[Your assignment]: Some lines in the data below hold the string "dict". Report how many, as a bare number.

[Available data]:
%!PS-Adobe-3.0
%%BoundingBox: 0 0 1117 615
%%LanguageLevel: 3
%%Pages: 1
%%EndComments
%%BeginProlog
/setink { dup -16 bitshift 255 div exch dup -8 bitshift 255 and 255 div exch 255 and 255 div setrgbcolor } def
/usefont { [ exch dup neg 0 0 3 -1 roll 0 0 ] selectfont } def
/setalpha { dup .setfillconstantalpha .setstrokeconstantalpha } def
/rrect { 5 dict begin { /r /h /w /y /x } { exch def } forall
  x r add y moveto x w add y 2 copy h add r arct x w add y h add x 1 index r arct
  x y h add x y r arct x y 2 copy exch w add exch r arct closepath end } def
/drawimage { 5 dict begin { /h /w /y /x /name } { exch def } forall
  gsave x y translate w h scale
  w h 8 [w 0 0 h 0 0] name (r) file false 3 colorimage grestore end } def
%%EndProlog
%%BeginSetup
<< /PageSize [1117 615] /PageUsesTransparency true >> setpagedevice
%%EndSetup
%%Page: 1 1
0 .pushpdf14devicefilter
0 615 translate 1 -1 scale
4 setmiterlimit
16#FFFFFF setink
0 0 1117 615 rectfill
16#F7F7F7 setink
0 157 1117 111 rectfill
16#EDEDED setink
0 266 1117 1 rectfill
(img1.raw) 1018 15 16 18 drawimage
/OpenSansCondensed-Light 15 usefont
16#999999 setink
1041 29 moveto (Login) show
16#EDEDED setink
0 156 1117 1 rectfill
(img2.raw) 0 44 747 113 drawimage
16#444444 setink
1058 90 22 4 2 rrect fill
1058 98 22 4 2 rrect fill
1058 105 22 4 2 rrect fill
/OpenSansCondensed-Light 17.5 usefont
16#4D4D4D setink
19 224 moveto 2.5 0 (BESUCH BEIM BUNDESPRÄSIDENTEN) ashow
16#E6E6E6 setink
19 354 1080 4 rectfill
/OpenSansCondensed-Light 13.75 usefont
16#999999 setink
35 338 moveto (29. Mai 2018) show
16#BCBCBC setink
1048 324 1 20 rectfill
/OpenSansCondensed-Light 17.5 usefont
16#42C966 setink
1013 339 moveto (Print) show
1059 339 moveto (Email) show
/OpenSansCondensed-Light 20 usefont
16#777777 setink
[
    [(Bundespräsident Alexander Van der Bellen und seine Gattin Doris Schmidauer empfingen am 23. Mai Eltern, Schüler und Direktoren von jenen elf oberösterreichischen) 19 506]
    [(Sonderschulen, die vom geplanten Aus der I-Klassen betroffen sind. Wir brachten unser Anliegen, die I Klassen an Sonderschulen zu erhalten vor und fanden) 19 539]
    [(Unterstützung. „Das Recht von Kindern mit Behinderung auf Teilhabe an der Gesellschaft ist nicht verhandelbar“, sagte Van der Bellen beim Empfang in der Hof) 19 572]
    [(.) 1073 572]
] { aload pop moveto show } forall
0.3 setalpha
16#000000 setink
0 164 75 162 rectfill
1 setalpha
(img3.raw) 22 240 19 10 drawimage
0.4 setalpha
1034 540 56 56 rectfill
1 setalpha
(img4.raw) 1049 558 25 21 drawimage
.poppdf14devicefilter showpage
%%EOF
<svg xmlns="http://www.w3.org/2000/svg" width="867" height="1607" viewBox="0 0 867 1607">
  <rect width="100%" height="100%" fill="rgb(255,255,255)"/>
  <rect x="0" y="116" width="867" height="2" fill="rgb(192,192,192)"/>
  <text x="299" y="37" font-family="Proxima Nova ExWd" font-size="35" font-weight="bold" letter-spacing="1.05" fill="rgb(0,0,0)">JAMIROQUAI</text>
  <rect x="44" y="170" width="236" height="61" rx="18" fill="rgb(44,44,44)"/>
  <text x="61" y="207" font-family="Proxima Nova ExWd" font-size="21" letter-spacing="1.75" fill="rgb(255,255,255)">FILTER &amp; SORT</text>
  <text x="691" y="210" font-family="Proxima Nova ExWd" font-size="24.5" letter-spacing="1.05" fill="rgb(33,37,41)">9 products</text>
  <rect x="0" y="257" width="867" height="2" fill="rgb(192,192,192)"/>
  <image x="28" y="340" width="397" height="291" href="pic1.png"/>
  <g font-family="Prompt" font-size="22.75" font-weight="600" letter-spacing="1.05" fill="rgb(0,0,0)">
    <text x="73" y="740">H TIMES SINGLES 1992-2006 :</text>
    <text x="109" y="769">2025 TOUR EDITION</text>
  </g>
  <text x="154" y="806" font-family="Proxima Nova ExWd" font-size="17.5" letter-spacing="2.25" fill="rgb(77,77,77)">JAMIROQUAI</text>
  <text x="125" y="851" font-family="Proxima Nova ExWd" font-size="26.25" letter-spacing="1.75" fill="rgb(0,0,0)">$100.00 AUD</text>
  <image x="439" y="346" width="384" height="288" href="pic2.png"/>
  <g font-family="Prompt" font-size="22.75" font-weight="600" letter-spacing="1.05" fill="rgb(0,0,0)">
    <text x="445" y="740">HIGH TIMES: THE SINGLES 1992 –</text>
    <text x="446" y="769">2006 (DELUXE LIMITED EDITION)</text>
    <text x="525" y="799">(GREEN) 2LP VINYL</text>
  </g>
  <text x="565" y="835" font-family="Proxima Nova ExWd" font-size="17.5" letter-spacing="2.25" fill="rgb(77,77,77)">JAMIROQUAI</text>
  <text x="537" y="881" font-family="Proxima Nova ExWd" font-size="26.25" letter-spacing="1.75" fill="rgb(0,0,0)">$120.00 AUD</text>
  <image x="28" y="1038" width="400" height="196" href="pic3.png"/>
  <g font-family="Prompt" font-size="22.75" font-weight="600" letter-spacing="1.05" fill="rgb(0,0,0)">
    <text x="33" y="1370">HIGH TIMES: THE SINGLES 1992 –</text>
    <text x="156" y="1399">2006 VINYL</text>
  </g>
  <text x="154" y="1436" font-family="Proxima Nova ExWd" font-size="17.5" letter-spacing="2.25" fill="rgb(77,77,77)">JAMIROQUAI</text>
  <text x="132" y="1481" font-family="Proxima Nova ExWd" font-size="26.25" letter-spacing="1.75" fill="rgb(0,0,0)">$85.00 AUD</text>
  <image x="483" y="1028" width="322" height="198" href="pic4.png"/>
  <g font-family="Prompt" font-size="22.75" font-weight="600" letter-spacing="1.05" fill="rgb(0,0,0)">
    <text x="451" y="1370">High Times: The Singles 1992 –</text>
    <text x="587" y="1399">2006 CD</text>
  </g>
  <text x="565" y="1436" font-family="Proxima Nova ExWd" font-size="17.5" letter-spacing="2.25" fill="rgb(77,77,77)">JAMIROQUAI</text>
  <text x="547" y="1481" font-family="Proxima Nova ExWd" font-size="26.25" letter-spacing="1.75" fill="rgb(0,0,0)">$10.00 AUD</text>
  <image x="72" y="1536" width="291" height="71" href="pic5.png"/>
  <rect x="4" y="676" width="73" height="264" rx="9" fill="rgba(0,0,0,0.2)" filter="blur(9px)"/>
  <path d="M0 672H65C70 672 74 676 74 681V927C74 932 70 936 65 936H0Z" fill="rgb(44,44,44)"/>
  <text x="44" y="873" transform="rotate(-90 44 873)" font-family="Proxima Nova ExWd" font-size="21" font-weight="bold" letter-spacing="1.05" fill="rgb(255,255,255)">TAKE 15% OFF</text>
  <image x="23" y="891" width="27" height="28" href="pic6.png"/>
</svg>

[Task answer]: 2